### Task details
Would you repeat every entry below word for word but drop the images?

### Dataset extract
=== Section Start ===

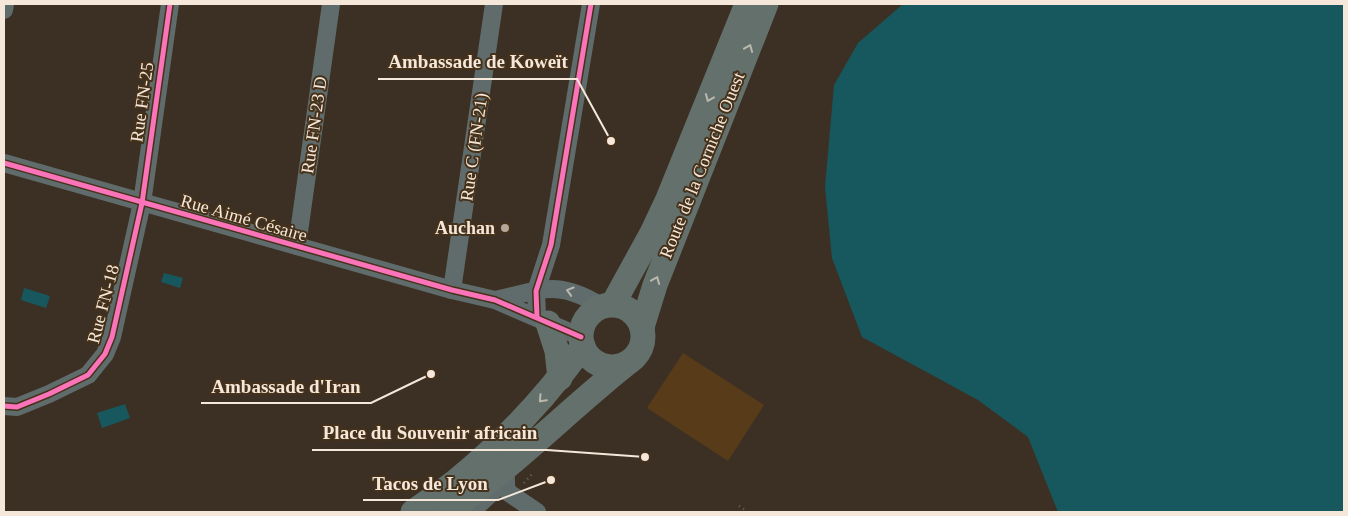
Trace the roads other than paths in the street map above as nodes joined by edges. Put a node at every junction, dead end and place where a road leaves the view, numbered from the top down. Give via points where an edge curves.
1 (5, 4) edge
2 (170, 4) edge
3 (331, 4) edge
4 (494, 4) edge
5 (591, 4) edge
6 (747, 4) edge
7 (766, 4) edge
8 (4, 10) edge
9 (4, 147) edge
10 (6, 164) edge
11 (142, 203) junction
12 (296, 246) junction
13 (452, 290) junction
14 (536, 291) junction
15 (487, 299) junction
16 (607, 306) junction
17 (542, 320) junction
18 (642, 327) junction
19 (582, 342) junction
20 (625, 365) junction
21 (560, 378) junction
22 (4, 406) edge
23 (510, 469) junction
24 (531, 511) edge
25 (413, 512) edge
26 (447, 512) edge
27 (472, 512) edge

1 - 8 street
2 - 11 street, Rue FN-25
3 - 12 street, Rue FN-23 D
4 - 13 street, Rue C (FN-21)
5 - 14 street via 551,245
6 -> 16 highway, Route de la Corniche Ouest via 668,199 648,240
18 -> 7 highway, Route de la Corniche Ouest via 654,285
9 - 10 street
10 - 11 street, Rue Aimé Césaire
11 - 12 street, Rue Aimé Césaire
11 - 22 street, Rue FN-18 via 112,337 95,368 79,380 17,407
12 - 13 street, Rue Aimé Césaire
13 - 15 street, Rue Aimé Césaire
14 - 15 street
16 -> 14 street via 569,290
14 - 17 street
15 - 17 street, Rue Aimé Césaire
16 - 18 highway via 623,306 632,311
16 - 19 highway via 593,311 586,318
17 - 19 street, Rue Aimé Césaire
17 - 21 highway via 557,351
18 - 20 highway via 642,345 638,354
19 - 20 highway via 595,362 605,366
19 - 21 highway
20 - 23 highway via 580,402
21 -> 25 highway via 504,438 456,481
23 - 24 street via 506,487
23 - 26 highway
23 - 27 street

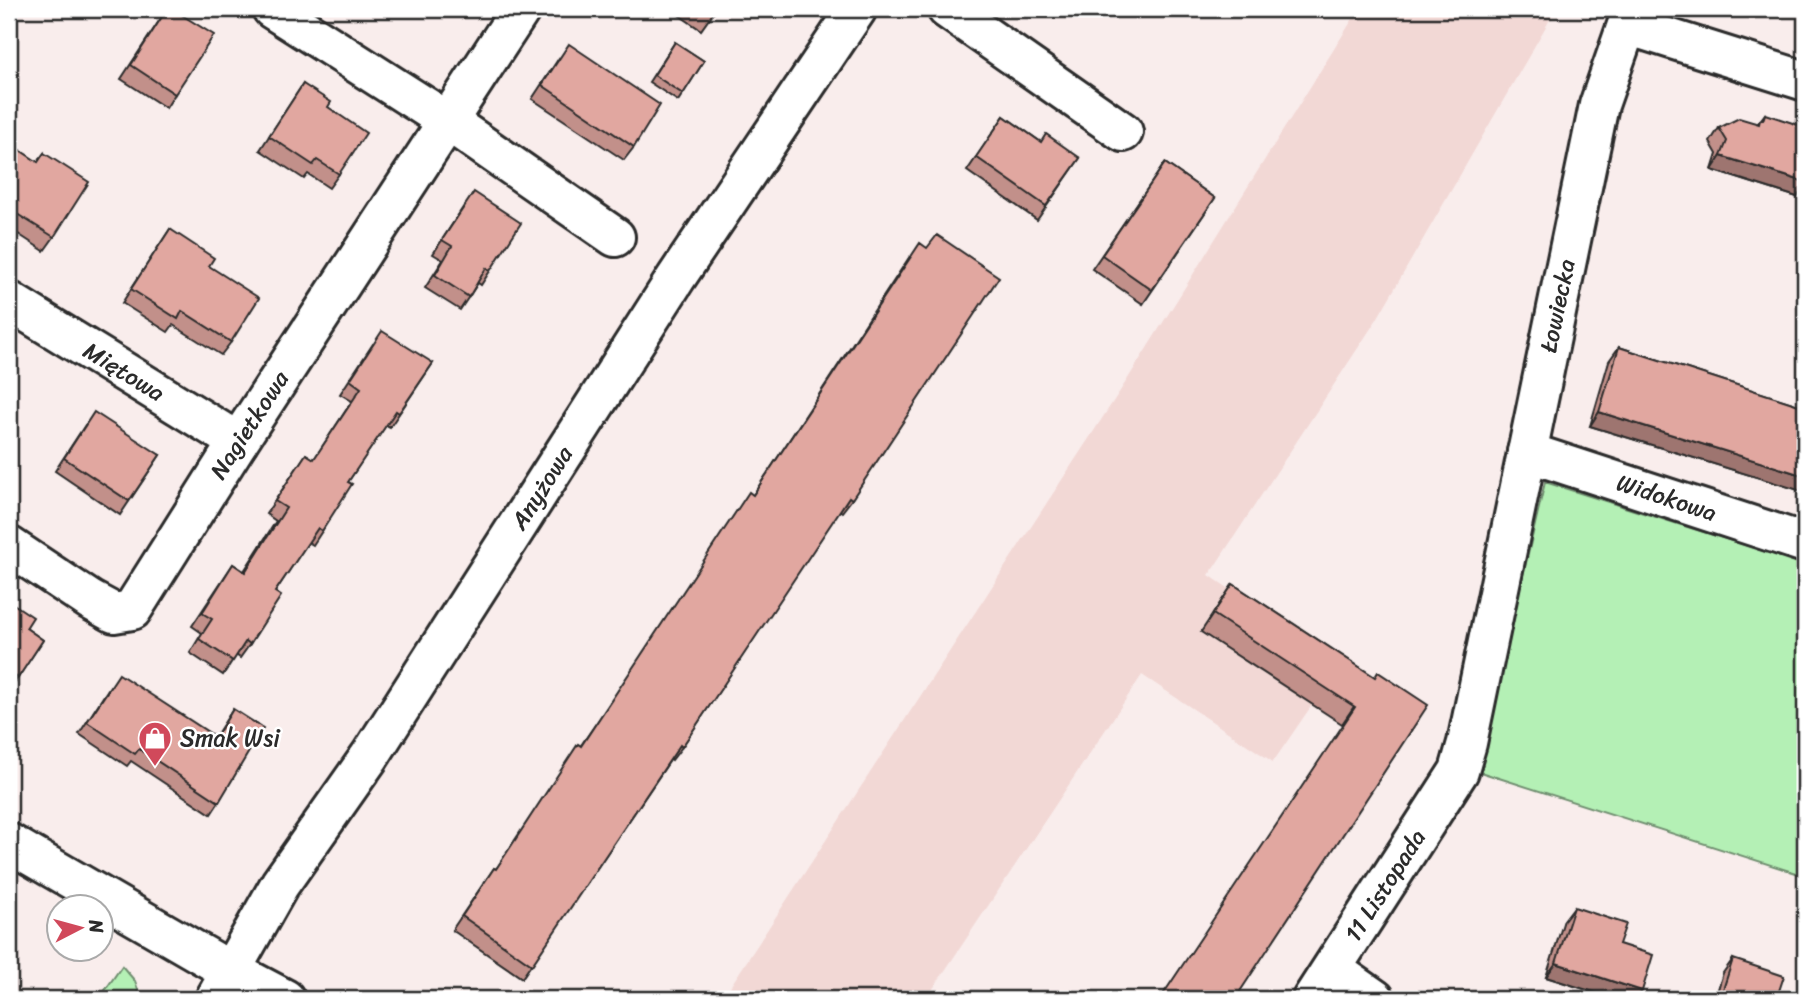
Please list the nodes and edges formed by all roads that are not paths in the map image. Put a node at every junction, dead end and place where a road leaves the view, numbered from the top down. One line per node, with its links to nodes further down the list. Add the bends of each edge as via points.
1 (272, 9): 6 (street)
2 (521, 9): 6 (street, Nagietkowa)
3 (857, 9): 17 (street, Anyżowa, via 676,278 370,756 280,884)
4 (947, 9): 7 (street)
5 (1805, 81): 11 (street, Łowiecka, via 1628,25 1599,106)
6 (449, 122): 8 (street); 10 (street, Nagietkowa)
7 (1123, 132)
8 (615, 237)
9 (9, 301): 10 (street, Miętowa)
10 (238, 442): 13 (street, Nagietkowa, via 132,610 114,613)
11 (1527, 452): 12 (street, Widokowa); 14 (street, Łowiecka)
12 (1805, 543)
13 (9, 546)
14 (1459, 771): 16 (street, 11 Listopada)
15 (9, 843): 17 (street)
16 (1322, 984): 19 (street)
17 (224, 985): 18 (street)
18 (285, 999)
19 (1375, 999)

=== Section End ===

### Output for this task
Trace the roads other than paths in the street map above as nodes joined by edges. Put a node at every junction, dead end and place where a road leaves the view, numbered from the top down. Give via points where an edge curves.
1 (5, 4) edge
2 (170, 4) edge
3 (331, 4) edge
4 (494, 4) edge
5 (591, 4) edge
6 (747, 4) edge
7 (766, 4) edge
8 (4, 10) edge
9 (4, 147) edge
10 (6, 164) edge
11 (142, 203) junction
12 (296, 246) junction
13 (452, 290) junction
14 (536, 291) junction
15 (487, 299) junction
16 (607, 306) junction
17 (542, 320) junction
18 (642, 327) junction
19 (582, 342) junction
20 (625, 365) junction
21 (560, 378) junction
22 (4, 406) edge
23 (510, 469) junction
24 (531, 511) edge
25 (413, 512) edge
26 (447, 512) edge
27 (472, 512) edge

1 - 8 street
2 - 11 street, Rue FN-25
3 - 12 street, Rue FN-23 D
4 - 13 street, Rue C (FN-21)
5 - 14 street via 551,245
6 -> 16 highway, Route de la Corniche Ouest via 668,199 648,240
18 -> 7 highway, Route de la Corniche Ouest via 654,285
9 - 10 street
10 - 11 street, Rue Aimé Césaire
11 - 12 street, Rue Aimé Césaire
11 - 22 street, Rue FN-18 via 112,337 95,368 79,380 17,407
12 - 13 street, Rue Aimé Césaire
13 - 15 street, Rue Aimé Césaire
14 - 15 street
16 -> 14 street via 569,290
14 - 17 street
15 - 17 street, Rue Aimé Césaire
16 - 18 highway via 623,306 632,311
16 - 19 highway via 593,311 586,318
17 - 19 street, Rue Aimé Césaire
17 - 21 highway via 557,351
18 - 20 highway via 642,345 638,354
19 - 20 highway via 595,362 605,366
19 - 21 highway
20 - 23 highway via 580,402
21 -> 25 highway via 504,438 456,481
23 - 24 street via 506,487
23 - 26 highway
23 - 27 street

Please list the nodes and edges formed by all roads that are not paths in the map image. Put a node at every junction, dead end and place where a road leaves the view, numbered from the top down. One line per node, with its links to nodes further down the list. Add the bends of each edge as via points.
1 (272, 9): 6 (street)
2 (521, 9): 6 (street, Nagietkowa)
3 (857, 9): 17 (street, Anyżowa, via 676,278 370,756 280,884)
4 (947, 9): 7 (street)
5 (1805, 81): 11 (street, Łowiecka, via 1628,25 1599,106)
6 (449, 122): 8 (street); 10 (street, Nagietkowa)
7 (1123, 132)
8 (615, 237)
9 (9, 301): 10 (street, Miętowa)
10 (238, 442): 13 (street, Nagietkowa, via 132,610 114,613)
11 (1527, 452): 12 (street, Widokowa); 14 (street, Łowiecka)
12 (1805, 543)
13 (9, 546)
14 (1459, 771): 16 (street, 11 Listopada)
15 (9, 843): 17 (street)
16 (1322, 984): 19 (street)
17 (224, 985): 18 (street)
18 (285, 999)
19 (1375, 999)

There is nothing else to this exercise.